Taking the wicket of Virat Kohli with your third ball isn't a bad way to start a Cricket World Cup campaign.
That's exactly what New Zealand all-rounder Colin De Grandhomme did - clean bowling the world's number one ODI batsman in their warm-up match against India.
The 32-year-old has shared a dressing room with Kohli at Royal Challengers Bangalore for the past two seasons and was delighted to take his scalp.
"It's not a bad way to start!" said De Grandhomme.
"I didn't expect to get him out to be fair. My approach was just wanting to bowl hard at him because he's a great player.
"He made a mistake and I was happy to have his wicket.
"There's an area you look to bowl to him, but if you hit that wicket you got something out of it anyway.
"It was more a case of keeping it simple and I'm glad I could do that."
De Grandhomme's ODI economy rate of 5.05 is the envy of any bowler, although he will hope a good World Cup brings his average down from 46.
Although his power hitting in domestic cricket propelled him to higher honours, he holds the best Test figures for a New Zealand debutant with 6-41 against Pakistan.
He remains a destructive force with bat in hand, only four players in world cricket boasting a higher career T20 strike-rate than his 165.
De Grandhomme sat out New Zealand's preparatory tour of Australia in the build-up to the global gathering.
With Kane Williamson's side last in ODI action in mid-February against Bangladesh, the Zimbabwe-born star was pleased to get some time in the middle.
"Just to play together finally as a unit, against a good team, made it a great hit-out," he said.
"I think it was just good to get on your feet for 50 overs, for most of us that was probably the main thing, working on our execution and adapting to conditions.
"I'd like some time in the middle with the bat, to be honest. That's the best practice you can get.
"I definitely want to bat out in the middle before we start the real deal."

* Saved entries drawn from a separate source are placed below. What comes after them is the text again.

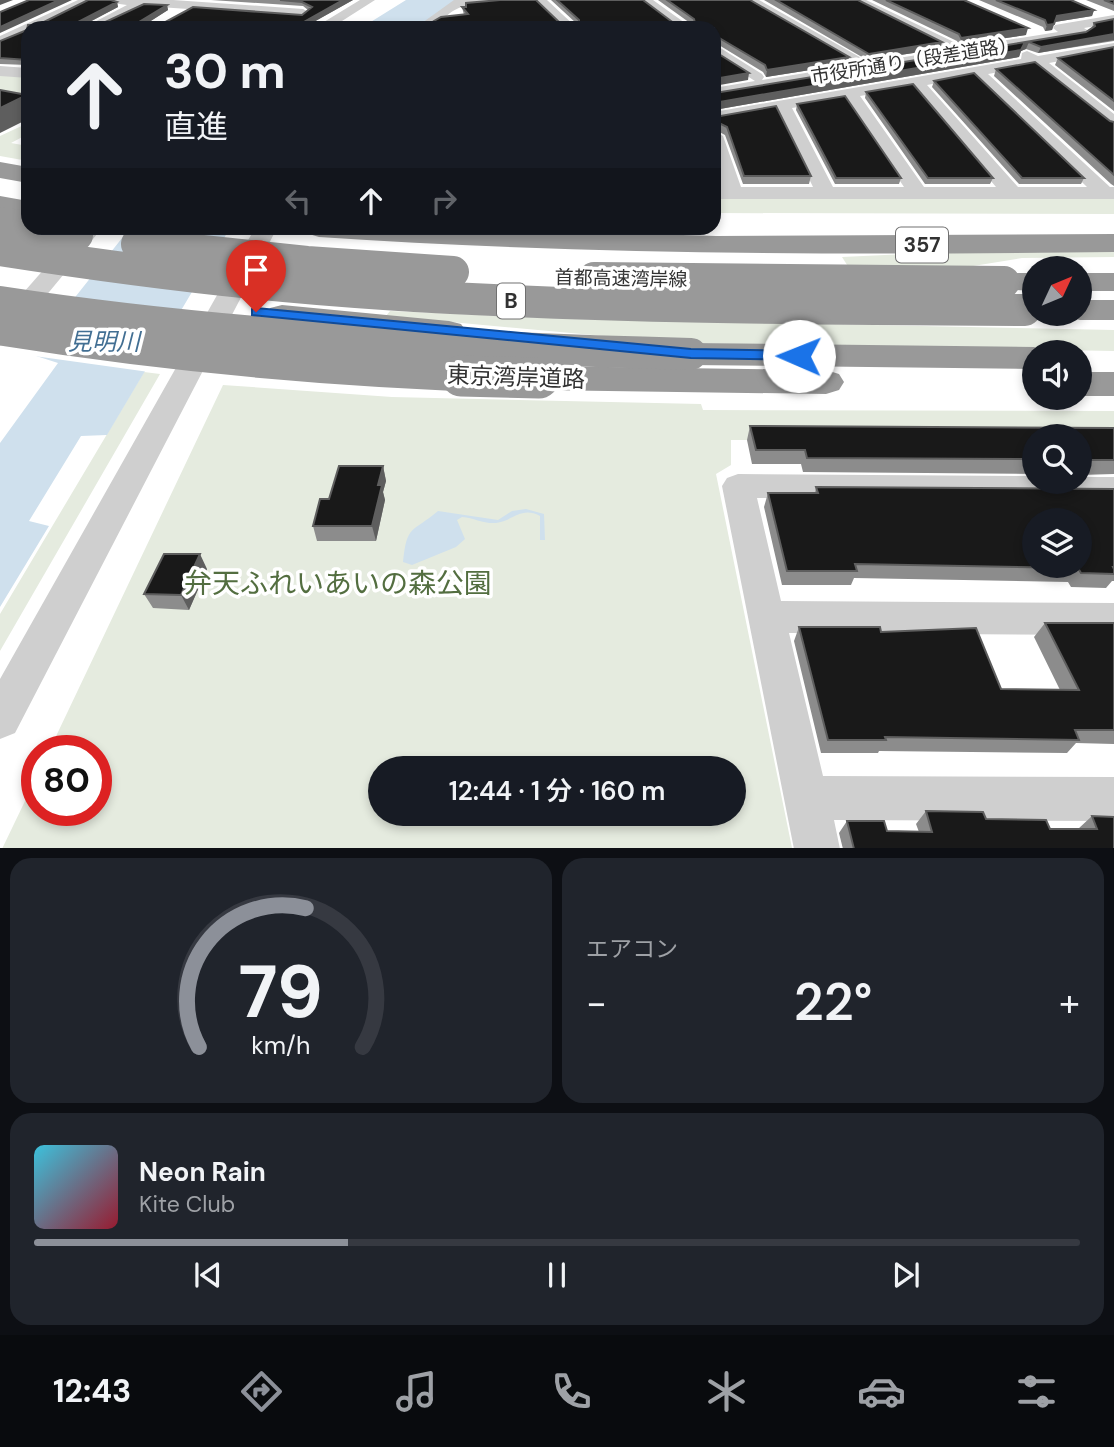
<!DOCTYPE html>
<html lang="ja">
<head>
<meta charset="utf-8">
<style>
	:root { --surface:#171b24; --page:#20242c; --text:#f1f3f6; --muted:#9ea1a6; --line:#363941; --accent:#8c9099 }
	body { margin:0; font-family:"DM Sans","Noto Sans JP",sans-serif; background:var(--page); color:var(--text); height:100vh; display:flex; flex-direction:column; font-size:26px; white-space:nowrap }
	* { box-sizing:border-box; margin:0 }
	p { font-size:23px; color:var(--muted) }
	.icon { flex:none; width:38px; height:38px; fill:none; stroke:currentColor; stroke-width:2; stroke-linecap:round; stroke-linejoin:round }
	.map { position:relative; height:848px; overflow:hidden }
	.sheet { display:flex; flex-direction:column; gap:10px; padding:10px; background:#0d0f14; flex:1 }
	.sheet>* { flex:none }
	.guide { position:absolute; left:21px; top:21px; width:700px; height:214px; border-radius:21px; box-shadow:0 4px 10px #0003; background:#171b24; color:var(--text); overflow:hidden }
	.needle { width:46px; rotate:46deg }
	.buttons { position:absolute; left:1022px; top:256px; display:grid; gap:14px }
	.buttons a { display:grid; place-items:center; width:70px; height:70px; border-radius:50%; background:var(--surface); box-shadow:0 4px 10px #0003; font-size:35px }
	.speed { position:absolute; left:21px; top:735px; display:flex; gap:14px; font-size:35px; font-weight:700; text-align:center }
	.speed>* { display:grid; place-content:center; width:91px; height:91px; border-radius:50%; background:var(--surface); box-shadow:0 4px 10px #0003; line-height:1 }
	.speed .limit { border:10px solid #d22; background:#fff; color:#111 }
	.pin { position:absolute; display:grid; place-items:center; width:60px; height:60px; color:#fff; margin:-72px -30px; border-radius:50% 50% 50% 0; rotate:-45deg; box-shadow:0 0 7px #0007 }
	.pin .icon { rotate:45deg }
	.me { position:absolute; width:77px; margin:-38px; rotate:271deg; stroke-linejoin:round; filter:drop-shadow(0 0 5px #0008) }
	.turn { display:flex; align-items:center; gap:24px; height:147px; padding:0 28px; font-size:32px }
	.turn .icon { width:91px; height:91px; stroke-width:2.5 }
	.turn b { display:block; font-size:49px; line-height:60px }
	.lanes { display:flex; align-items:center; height:66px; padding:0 28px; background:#0003; justify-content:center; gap:35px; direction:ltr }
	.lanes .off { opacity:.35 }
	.big { font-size:52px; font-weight:600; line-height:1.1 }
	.sheet .tile { flex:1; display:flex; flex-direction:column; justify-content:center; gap:10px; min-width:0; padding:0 24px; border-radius:21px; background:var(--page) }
	.sheet .dial { align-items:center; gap:0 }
	.dial svg { height:182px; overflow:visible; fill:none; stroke:var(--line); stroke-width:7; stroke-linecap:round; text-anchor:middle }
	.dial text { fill:var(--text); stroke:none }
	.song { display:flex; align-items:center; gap:21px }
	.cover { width:84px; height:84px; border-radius:10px; background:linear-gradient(135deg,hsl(190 70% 55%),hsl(350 70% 35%)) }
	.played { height:7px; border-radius:4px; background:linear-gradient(90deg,var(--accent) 30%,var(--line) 30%) }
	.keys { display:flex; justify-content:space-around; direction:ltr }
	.heat { display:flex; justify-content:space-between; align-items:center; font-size:38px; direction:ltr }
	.sheet .tiles { flex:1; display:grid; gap:10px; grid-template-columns:1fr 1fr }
	.tile:last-child { grid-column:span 2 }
	.trip { position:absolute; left:368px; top:756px; width:378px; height:70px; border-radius:35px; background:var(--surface); box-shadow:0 4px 10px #0003; font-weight:600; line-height:70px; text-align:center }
	.menu { display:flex; height:112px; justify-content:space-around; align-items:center; background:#090b0e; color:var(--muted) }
	.menu .icon { width:49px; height:49px }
	.menu .selected { color:var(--accent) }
	.menu b { font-size:32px; color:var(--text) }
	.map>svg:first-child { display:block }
	.green { fill:#e5ebdf; fill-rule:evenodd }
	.water { fill:#cfe0ed }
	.pier { fill:#fff }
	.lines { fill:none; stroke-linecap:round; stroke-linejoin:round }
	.minor { fill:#cfcfcf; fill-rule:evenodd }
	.highway { fill:#999; fill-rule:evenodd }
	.highway-bridge-far1 { stroke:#999; stroke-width:32 }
	.highway-bridge { stroke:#999; stroke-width:41 }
	.wall { fill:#8c8c8c }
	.shaded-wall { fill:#5e5e5e }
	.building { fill:#191919; stroke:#5e5e5e; stroke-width:2; fill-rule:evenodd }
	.route { fill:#1a73e8; stroke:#114b97; stroke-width:2 }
	.labels { text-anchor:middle; stroke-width:7; stroke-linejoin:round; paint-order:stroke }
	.far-street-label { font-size:19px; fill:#323232; stroke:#fff }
	.shield { fill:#fff; stroke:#707070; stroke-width:2 }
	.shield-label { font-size:21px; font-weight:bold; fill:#323232 }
	.street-label { font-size:23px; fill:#323232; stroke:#fff }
	.water-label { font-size:24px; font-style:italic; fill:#426f93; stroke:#fff }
	.near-park-label { font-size:28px; fill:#536e40; stroke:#fff }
</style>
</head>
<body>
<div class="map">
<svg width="1114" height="849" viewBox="0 0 1114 849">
	<rect width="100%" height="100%" fill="#fff"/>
	<path class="green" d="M0,73L28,76V95L0,90Z
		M28,123V134L11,143L28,146V161L0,156V136Z
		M714,195L1114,196V214L714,213Z
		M1114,250V257L1022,258L967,267L849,268L842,257L970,251Z
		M390,311L574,319L1114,330V351L680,343L386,316Z
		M144,372L160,374L0,651V614Z
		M223,385L392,397L701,404L703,410L1114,411V439L1034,436V439L731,440V465L716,474L792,848L2,849L37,776V810H96V751H49ZM380,768H733V814H380Z"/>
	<path class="water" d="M406,0H457L417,28H361Z
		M130,228H230L107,435L81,436L29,521L49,526L0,607V443L58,363L30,354Z
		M526,509L544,514L545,540H540V516C521,506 513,521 496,523C484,524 474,518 462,517L457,520L465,539L456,547L412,565L403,562C407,524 412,533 438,511L498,520L512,511Z"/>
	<path class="pier" d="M47,326L167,341L149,372L27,355Z"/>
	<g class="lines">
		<path class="minor" d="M78,0H94L39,28H28V33L0,45V36Z
			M111,0H173L303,9L310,13L303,17L145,6L101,28H83L127,5L112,3Z
			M360,0H375L331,28H314Z
			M454,0H508C497,9 479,2 465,6C443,11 445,28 415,28Z
			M533,0H547L577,28H562Z
			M638,0H653L692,28H676Z
			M744,0H759L865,60L862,63H852Z
			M850,0H866L956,43L957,48L1058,32L1053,28L1055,25L1114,15V23L1084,28L1090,32L1083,36L714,98V88L755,81L714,55V44L762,74L764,77L762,80L948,50Z
			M1114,43V51L1049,63L1114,114V128L1108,127L1033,66L988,74L1110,187H1114V199H714V187H721L714,165V131L723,136L741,187H813L776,111L714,122V112L1021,59L1022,53L1027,51L1038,56ZM973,76L1087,187H1018L927,85ZM912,87L996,187H924L860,96ZM845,99L904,187H833L792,108Z
			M0,66L28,68V78L0,76Z
			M80,228H102L21,326L12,329L3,326L0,320L3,316Z
			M255,228H277L15,733L0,739V679Z
			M738,474L1034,476V481H1080V477H1114V501L757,498L781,601L1114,603V635L789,633L823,776L1114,777V821L834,820L840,849H794L722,486L727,478Z"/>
		<path class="highway" d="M0,162L28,167V183L0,178Z
			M0,196L28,201V217L0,212Z
			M305,228H446L716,236L1114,234V252C849,255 584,255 319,237L309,234Z
			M1004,273H1034V291L993,289L988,282L993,275Z
			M1080,273H1114V291H1080Z
			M1080,300H1114V320H1080L1068,317L1066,313H1080Z
			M282,305L449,321L461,324L466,331L461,338L449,341L270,322L266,315L270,308Z
			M655,339L691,343L1034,347L1047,352H1034V369L691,365L643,358L638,350L643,342Z
			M539,366L826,370L839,374L844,382L839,390L826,394L539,390L526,386L521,378L526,370Z
			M1080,372H1114V396H1080Z"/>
		<path class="highway-bridge-far1" d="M0,223L77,235
			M137,244L307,262L453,272
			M0,250C128,270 255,286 384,294C597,308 811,309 1025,310
			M594,278L1004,282
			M0,302C229,337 459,348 691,354
			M4,330C173,357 343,372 515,377"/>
		<path class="highway-bridge" d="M461,376L539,378"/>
	</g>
	<path class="wall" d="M88,0H111L117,2L118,7L84,25H99L144,4L167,5L168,10L144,25H160L193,7L302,15L308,10L303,6L211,0H353L303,28H28V65L0,64V41L27,30L28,25H38Z
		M551,0H643L675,24L690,23L658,0H750L849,57L848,64L766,77L763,72L714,42V28H427V26L434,25V21L464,15L462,7L560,23H576Z
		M764,0H858L940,49L867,60Z
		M872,0H964L1026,35L959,45L957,41Z
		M979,0H1071L1094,10L1092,16L1055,22L1052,30L1045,31L1043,27Z
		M1086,0H1114V11Z
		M1114,19V41L1038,53L1026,49L1021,51L1019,57L714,110V92L715,93L1086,32L1091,29L1094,23Z
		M1114,47V111L1055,65L1058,58Z
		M996,69L1110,121L1114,122V186L1111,184L994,76Z
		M934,81L1084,178L1081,184H1019L932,87Z
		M866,92L993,178L990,184H925L865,98Z
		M797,104L901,178L899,184H835L796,110Z
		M714,116L811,176L809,184H743L725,135L714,129Z
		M750,426L1114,428V474L1080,475V436H1034V474L803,472L801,464H752L747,440Z
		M383,466L386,481L383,492L385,500L376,541H317L313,526L329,499Z
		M816,487L1114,489V581H1112L1106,588L1071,587L1068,582L854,578L851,585H782L764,507L768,493H815Z
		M207,569L189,610L153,608L144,594Z
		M1045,623H1114V744L1076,743L1067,753L879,751L878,753H821L794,641L799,627L881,632L1001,689L1060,690L1034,637Z
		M926,811L1050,829H1078L1092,816L1114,849H843L839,833L847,821L887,831L919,832L916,824Z"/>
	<path class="shaded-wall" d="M0,0H13L0,5Z
		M59,0H72L0,33V27Z
		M343,0H353L303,28H293Z
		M117,2L118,7L80,27L78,22Z
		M167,5L168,10L140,28L139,22Z
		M1094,10L1092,16L1055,22L1057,16Z
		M1054,24L1052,30L1045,31L1047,25Z
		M1028,28L1026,35L959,45L961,38Z
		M1114,34V40L1038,53L1041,47Z
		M942,42L940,49L867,60L869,54Z
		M1029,42L1026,49L1021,51L1019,57L714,110V103Z
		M849,57L848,64L766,77L767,70Z
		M749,73L748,80L714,86V79Z
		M27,95L28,98V119L0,133V108Z
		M719,176L717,184L714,186V178Z
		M383,466L386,481L383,492L385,500L376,541L372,526L378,485Z
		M200,554L207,569L189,610L181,595Z"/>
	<path class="building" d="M29,0H59L0,27V12Z
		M88,0H111L117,2L78,22L81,25H99L144,4L167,5L139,22L141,25H160L193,7L302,15L312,7L302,2L280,0H343L293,28H28V60L0,58V41L27,30L28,25H38Z
		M500,0H536L560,23H579V20L557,0H643L675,24L695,23L694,19L667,0H750L849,57L767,70L765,65L714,35V42V28H428L427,26L437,25L434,21L441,17L468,14L462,7H466V3Z
		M776,0H858L942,42L869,54Z
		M886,0H964L1028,28L961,38L959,34Z
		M996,0H1071L1094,10L1057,16L1054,24L1047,25L1045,20Z
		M1104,0H1114V4Z
		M1114,19V34L1041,47L1029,42L1024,44L1021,50L714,103V92L715,93L1086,32L1095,26L1094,23Z
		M1114,47V101L1058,58Z
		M714,51L749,73L714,79Z
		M1035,62L1110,121L1114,122V175L996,69Z
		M974,73L1084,178H1022L934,81Z
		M913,84L993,178H928L866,92Z
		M0,90L27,95L0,108Z
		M845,96L901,178H836L797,104Z
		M776,106L811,176H744L727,127L715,121L714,130V116L715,117Z
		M714,162L719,176L714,178Z
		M750,426L1114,428V460H1089L1086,464H1080V436H1034V459L807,458L805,450H756Z
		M339,466H383L378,485H382L372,526H313L320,499H329Z
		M816,487L1114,489V567H1113L1114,569V574L1081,573L1078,568L855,564L857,571H787L768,493H818ZM1034,520H1080V565H1034Z
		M164,554H200L181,595L144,594Z
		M1045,623H1114V730H1075L1079,740L885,737L886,740H828L799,627H880L881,632L976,628L1001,689L1079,690Z
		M926,811L983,812L986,819L1046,820L1050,829H1097L1092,816L1114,817V849H854L847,821H884L887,831L932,832Z"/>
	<path class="route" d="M256,308L691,349L799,351L807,356L799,360L691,358L252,315V309Z"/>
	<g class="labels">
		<g class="far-street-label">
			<text transform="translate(914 60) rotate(-9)" y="7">市役所通り（段差道路）</text>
			<text transform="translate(621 278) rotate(1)" y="7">首都高速湾岸線</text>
		</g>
		<g class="shield">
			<rect x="896" y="227.5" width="52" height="35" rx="5"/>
			<rect x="497" y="283.5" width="28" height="35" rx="5"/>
		</g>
		<g class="shield-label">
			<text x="922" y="252">357</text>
			<text x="511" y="308">B</text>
		</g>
		<g class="street-label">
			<text transform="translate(516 377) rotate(2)" y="8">東京湾岸道路</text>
		</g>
		<g class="water-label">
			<text x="104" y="350">見明川</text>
		</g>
		<g class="near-park-label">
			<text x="338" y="593">弁天ふれいあいの森公園</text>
		</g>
	</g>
</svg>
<div class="buttons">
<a><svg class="needle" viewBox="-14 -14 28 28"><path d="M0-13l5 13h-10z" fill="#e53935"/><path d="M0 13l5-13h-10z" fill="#9ea1a6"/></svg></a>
<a><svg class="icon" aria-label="sound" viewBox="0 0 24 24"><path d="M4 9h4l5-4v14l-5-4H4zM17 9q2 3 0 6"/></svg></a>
<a><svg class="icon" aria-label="search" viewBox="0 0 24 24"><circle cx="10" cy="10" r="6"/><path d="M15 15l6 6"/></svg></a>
<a><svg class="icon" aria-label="layers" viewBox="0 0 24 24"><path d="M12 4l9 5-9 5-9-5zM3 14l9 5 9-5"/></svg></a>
</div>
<div class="speed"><div class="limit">80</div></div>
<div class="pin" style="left:256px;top:312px;background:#d93025"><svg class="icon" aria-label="arrive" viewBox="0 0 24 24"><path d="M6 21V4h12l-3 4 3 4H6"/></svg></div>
<svg class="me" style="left:799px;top:356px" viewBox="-20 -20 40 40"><circle r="19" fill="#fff"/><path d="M0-13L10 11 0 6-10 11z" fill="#1a73e8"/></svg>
<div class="trip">12:44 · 1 分 · 160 m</div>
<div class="guide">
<div class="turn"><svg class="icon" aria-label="ahead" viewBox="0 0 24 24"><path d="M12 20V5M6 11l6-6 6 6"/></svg><div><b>30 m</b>直進</div></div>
<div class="lanes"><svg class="icon off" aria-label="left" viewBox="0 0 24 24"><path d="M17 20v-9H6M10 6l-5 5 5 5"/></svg><svg class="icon" aria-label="ahead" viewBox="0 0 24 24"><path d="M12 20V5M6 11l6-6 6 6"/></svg><svg class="icon off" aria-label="right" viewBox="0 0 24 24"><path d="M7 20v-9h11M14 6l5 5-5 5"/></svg></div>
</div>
</div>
<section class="sheet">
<div class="tiles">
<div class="tile dial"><svg viewBox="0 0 100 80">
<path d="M14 69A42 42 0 1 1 86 69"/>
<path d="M14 69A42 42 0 0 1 61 8" stroke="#8c9099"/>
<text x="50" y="56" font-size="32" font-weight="700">79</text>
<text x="50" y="72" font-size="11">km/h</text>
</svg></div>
<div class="tile"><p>エアコン</p>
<div class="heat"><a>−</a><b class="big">22°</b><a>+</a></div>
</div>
<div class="tile">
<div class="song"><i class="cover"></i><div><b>Neon Rain</b><p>Kite Club</p></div></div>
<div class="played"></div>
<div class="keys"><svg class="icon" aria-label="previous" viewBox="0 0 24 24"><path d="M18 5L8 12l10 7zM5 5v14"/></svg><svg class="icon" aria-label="pause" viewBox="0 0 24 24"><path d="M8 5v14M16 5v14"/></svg><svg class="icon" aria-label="next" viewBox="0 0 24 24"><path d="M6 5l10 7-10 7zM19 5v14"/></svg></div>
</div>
</div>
</section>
<nav class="menu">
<b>12:43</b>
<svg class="icon selected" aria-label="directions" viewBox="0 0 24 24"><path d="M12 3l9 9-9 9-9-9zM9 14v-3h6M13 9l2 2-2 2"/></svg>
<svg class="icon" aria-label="music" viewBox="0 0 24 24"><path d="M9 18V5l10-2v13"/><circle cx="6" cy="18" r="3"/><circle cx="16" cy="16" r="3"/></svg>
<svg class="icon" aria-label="phone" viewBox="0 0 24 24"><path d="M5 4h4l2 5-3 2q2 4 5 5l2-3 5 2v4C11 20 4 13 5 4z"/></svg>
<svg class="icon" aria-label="climate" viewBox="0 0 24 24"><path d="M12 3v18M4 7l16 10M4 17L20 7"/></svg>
<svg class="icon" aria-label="car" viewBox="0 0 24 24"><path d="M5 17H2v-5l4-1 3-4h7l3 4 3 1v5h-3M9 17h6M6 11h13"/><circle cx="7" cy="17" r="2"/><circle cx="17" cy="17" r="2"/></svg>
<svg class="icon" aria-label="filters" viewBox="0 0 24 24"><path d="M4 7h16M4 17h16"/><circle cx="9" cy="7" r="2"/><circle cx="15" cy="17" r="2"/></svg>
</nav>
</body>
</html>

Meanwhile, Ravindra Jadeja insists India have no reason to be worried despite the defeat
“Whenever you play in England, it’s always difficult,” said the 30-year-old. “You have low bounce in India, then you come here and the wicket can have a little bit in it.
“We still have a little bit of time to work on it, we don’t have to worry, just keep playing our good cricket.
“We focused on momentum, if we get that then we play according to the situation. Batting in England can be tough, as a batting unit we’ll have more focus on our skills.
“It will come, everyone has a lot of experience so we’re happy.
“This is our first game, there isn’t anything to worry about as a batting unit, we have a lot of experience and it’s just one game, you can’t really judge it for one bad innings.”
The damage was done early after India elected to bat, with Kohli the fourth man to fall with just 10.3 overs on the board as Boult and Colin de Grandhomme struck early.
From 39-4 India needed to rebuild and they did so through Jadeja, striking six fours and two sixes in his 50-ball 54 as conditions eased into the middle overs in London.
Hardik Pandya also hung around for 30 but three wickets for Jimmy Neesham restricted India to 179, a total which New Zealand chased down for the loss of four wickets within 38 overs.
But Jadeja was among those happy with the outing, with work in the nets paying off as he looks to keep up his secondary function alongside spin bowling.
“I was batting and working on things during the Indian Premier League, whenever I get the opportunity between the matches, I work on my basic technique and shot selection,” he added.
“Conditions were tough, particularly for English conditions, you expect there to be something for 15-20 overs, but it was getting better and better.
“We hope that we get a different wicket in matches, with not as much grass on there for our batting.”